> **TASK ITEM**: Only the lines from the one containing "Please list the" through the end of the listing are to be transcribed, exactly and with both ends included.

☆ ☆ ☆ ☆

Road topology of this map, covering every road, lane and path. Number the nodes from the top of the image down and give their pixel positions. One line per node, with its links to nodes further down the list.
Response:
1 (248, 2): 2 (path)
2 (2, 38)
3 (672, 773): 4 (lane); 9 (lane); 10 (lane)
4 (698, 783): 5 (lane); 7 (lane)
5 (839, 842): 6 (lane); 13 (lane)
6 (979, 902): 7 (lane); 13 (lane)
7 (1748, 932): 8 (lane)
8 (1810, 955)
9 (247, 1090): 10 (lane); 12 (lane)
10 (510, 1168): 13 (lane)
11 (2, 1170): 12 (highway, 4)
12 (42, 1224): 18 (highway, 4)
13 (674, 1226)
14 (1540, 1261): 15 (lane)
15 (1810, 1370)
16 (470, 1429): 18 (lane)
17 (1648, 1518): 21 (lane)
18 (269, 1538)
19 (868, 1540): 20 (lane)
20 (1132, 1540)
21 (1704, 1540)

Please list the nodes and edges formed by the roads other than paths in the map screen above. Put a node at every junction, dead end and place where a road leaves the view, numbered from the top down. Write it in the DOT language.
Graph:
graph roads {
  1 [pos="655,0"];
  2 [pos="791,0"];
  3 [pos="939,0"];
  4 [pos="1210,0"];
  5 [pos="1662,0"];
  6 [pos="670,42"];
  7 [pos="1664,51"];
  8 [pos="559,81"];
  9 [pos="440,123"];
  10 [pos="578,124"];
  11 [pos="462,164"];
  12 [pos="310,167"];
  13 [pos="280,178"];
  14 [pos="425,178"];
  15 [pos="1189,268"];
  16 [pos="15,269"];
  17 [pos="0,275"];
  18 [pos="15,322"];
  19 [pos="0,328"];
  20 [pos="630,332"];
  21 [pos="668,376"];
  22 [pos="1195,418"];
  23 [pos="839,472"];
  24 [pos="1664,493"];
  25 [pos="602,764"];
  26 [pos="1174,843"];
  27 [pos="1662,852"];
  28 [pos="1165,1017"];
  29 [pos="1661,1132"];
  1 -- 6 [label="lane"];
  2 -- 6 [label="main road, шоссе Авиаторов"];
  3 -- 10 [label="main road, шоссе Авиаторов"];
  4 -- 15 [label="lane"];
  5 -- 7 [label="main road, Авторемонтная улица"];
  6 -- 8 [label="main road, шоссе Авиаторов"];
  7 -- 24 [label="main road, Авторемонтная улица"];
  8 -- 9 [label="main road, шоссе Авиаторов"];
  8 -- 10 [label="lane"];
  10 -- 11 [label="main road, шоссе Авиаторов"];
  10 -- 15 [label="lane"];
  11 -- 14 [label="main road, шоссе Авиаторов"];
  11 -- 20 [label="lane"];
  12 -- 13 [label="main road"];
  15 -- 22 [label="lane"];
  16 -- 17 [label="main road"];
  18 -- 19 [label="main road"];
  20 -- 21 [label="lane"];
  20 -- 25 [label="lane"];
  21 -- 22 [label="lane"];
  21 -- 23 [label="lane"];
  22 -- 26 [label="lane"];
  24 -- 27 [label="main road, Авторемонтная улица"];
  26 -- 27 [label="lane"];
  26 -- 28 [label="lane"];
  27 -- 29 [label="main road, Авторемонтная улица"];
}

☆ ☆ ☆ ☆

> **ANSWER TO THIS EXERCISE**:
Please list the nodes and edges formed by the roads other than paths in the map screen above. Put a node at every junction, dead end and place where a road leaves the view, numbered from the top down. Write it in the DOT language.
Graph:
graph roads {
  1 [pos="655,0"];
  2 [pos="791,0"];
  3 [pos="939,0"];
  4 [pos="1210,0"];
  5 [pos="1662,0"];
  6 [pos="670,42"];
  7 [pos="1664,51"];
  8 [pos="559,81"];
  9 [pos="440,123"];
  10 [pos="578,124"];
  11 [pos="462,164"];
  12 [pos="310,167"];
  13 [pos="280,178"];
  14 [pos="425,178"];
  15 [pos="1189,268"];
  16 [pos="15,269"];
  17 [pos="0,275"];
  18 [pos="15,322"];
  19 [pos="0,328"];
  20 [pos="630,332"];
  21 [pos="668,376"];
  22 [pos="1195,418"];
  23 [pos="839,472"];
  24 [pos="1664,493"];
  25 [pos="602,764"];
  26 [pos="1174,843"];
  27 [pos="1662,852"];
  28 [pos="1165,1017"];
  29 [pos="1661,1132"];
  1 -- 6 [label="lane"];
  2 -- 6 [label="main road, шоссе Авиаторов"];
  3 -- 10 [label="main road, шоссе Авиаторов"];
  4 -- 15 [label="lane"];
  5 -- 7 [label="main road, Авторемонтная улица"];
  6 -- 8 [label="main road, шоссе Авиаторов"];
  7 -- 24 [label="main road, Авторемонтная улица"];
  8 -- 9 [label="main road, шоссе Авиаторов"];
  8 -- 10 [label="lane"];
  10 -- 11 [label="main road, шоссе Авиаторов"];
  10 -- 15 [label="lane"];
  11 -- 14 [label="main road, шоссе Авиаторов"];
  11 -- 20 [label="lane"];
  12 -- 13 [label="main road"];
  15 -- 22 [label="lane"];
  16 -- 17 [label="main road"];
  18 -- 19 [label="main road"];
  20 -- 21 [label="lane"];
  20 -- 25 [label="lane"];
  21 -- 22 [label="lane"];
  21 -- 23 [label="lane"];
  22 -- 26 [label="lane"];
  24 -- 27 [label="main road, Авторемонтная улица"];
  26 -- 27 [label="lane"];
  26 -- 28 [label="lane"];
  27 -- 29 [label="main road, Авторемонтная улица"];
}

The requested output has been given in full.